# What you will do
Without omitting anything, retype the data that follows.

# Given data
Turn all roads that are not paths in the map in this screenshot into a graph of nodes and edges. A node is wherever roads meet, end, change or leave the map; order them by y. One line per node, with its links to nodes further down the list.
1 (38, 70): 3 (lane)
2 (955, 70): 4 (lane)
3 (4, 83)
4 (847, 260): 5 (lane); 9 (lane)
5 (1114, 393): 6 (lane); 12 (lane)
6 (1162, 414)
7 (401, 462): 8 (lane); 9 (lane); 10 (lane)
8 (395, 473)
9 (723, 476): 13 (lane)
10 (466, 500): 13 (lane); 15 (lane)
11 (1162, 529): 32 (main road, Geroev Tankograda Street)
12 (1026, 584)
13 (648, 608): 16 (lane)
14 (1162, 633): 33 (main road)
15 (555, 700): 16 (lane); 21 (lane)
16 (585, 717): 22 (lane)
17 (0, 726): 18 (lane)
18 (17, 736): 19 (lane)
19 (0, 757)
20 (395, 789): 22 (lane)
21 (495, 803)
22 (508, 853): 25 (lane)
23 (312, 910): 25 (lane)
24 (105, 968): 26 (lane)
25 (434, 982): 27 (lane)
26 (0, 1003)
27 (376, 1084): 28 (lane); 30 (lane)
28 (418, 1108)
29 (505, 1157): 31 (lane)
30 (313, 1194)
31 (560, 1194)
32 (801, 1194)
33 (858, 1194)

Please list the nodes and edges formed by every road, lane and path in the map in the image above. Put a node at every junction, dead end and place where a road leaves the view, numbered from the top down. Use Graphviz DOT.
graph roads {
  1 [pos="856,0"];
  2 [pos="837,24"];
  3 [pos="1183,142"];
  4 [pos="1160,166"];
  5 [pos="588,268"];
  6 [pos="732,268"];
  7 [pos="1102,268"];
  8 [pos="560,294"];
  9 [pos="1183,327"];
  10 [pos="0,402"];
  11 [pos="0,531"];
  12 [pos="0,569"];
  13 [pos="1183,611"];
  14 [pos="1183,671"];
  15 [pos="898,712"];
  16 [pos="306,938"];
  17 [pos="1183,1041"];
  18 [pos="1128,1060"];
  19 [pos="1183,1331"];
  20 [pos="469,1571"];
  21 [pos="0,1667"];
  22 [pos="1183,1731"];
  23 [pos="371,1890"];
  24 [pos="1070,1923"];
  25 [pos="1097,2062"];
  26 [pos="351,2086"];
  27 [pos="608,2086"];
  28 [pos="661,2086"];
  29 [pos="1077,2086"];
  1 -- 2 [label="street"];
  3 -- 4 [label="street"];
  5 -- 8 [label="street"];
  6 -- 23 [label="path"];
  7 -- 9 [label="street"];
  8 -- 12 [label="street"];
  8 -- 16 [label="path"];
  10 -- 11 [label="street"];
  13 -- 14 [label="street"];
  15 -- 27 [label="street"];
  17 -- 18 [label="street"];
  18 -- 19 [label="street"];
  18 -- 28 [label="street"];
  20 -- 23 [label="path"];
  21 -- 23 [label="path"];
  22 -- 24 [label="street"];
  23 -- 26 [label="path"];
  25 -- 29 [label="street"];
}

# Response to this task
Turn all roads that are not paths in the map in this screenshot into a graph of nodes and edges. A node is wherever roads meet, end, change or leave the map; order them by y. One line per node, with its links to nodes further down the list.
1 (38, 70): 3 (lane)
2 (955, 70): 4 (lane)
3 (4, 83)
4 (847, 260): 5 (lane); 9 (lane)
5 (1114, 393): 6 (lane); 12 (lane)
6 (1162, 414)
7 (401, 462): 8 (lane); 9 (lane); 10 (lane)
8 (395, 473)
9 (723, 476): 13 (lane)
10 (466, 500): 13 (lane); 15 (lane)
11 (1162, 529): 32 (main road, Geroev Tankograda Street)
12 (1026, 584)
13 (648, 608): 16 (lane)
14 (1162, 633): 33 (main road)
15 (555, 700): 16 (lane); 21 (lane)
16 (585, 717): 22 (lane)
17 (0, 726): 18 (lane)
18 (17, 736): 19 (lane)
19 (0, 757)
20 (395, 789): 22 (lane)
21 (495, 803)
22 (508, 853): 25 (lane)
23 (312, 910): 25 (lane)
24 (105, 968): 26 (lane)
25 (434, 982): 27 (lane)
26 (0, 1003)
27 (376, 1084): 28 (lane); 30 (lane)
28 (418, 1108)
29 (505, 1157): 31 (lane)
30 (313, 1194)
31 (560, 1194)
32 (801, 1194)
33 (858, 1194)

Please list the nodes and edges formed by every road, lane and path in the map in the image above. Put a node at every junction, dead end and place where a road leaves the view, numbered from the top down. Use Graphviz DOT.
graph roads {
  1 [pos="856,0"];
  2 [pos="837,24"];
  3 [pos="1183,142"];
  4 [pos="1160,166"];
  5 [pos="588,268"];
  6 [pos="732,268"];
  7 [pos="1102,268"];
  8 [pos="560,294"];
  9 [pos="1183,327"];
  10 [pos="0,402"];
  11 [pos="0,531"];
  12 [pos="0,569"];
  13 [pos="1183,611"];
  14 [pos="1183,671"];
  15 [pos="898,712"];
  16 [pos="306,938"];
  17 [pos="1183,1041"];
  18 [pos="1128,1060"];
  19 [pos="1183,1331"];
  20 [pos="469,1571"];
  21 [pos="0,1667"];
  22 [pos="1183,1731"];
  23 [pos="371,1890"];
  24 [pos="1070,1923"];
  25 [pos="1097,2062"];
  26 [pos="351,2086"];
  27 [pos="608,2086"];
  28 [pos="661,2086"];
  29 [pos="1077,2086"];
  1 -- 2 [label="street"];
  3 -- 4 [label="street"];
  5 -- 8 [label="street"];
  6 -- 23 [label="path"];
  7 -- 9 [label="street"];
  8 -- 12 [label="street"];
  8 -- 16 [label="path"];
  10 -- 11 [label="street"];
  13 -- 14 [label="street"];
  15 -- 27 [label="street"];
  17 -- 18 [label="street"];
  18 -- 19 [label="street"];
  18 -- 28 [label="street"];
  20 -- 23 [label="path"];
  21 -- 23 [label="path"];
  22 -- 24 [label="street"];
  23 -- 26 [label="path"];
  25 -- 29 [label="street"];
}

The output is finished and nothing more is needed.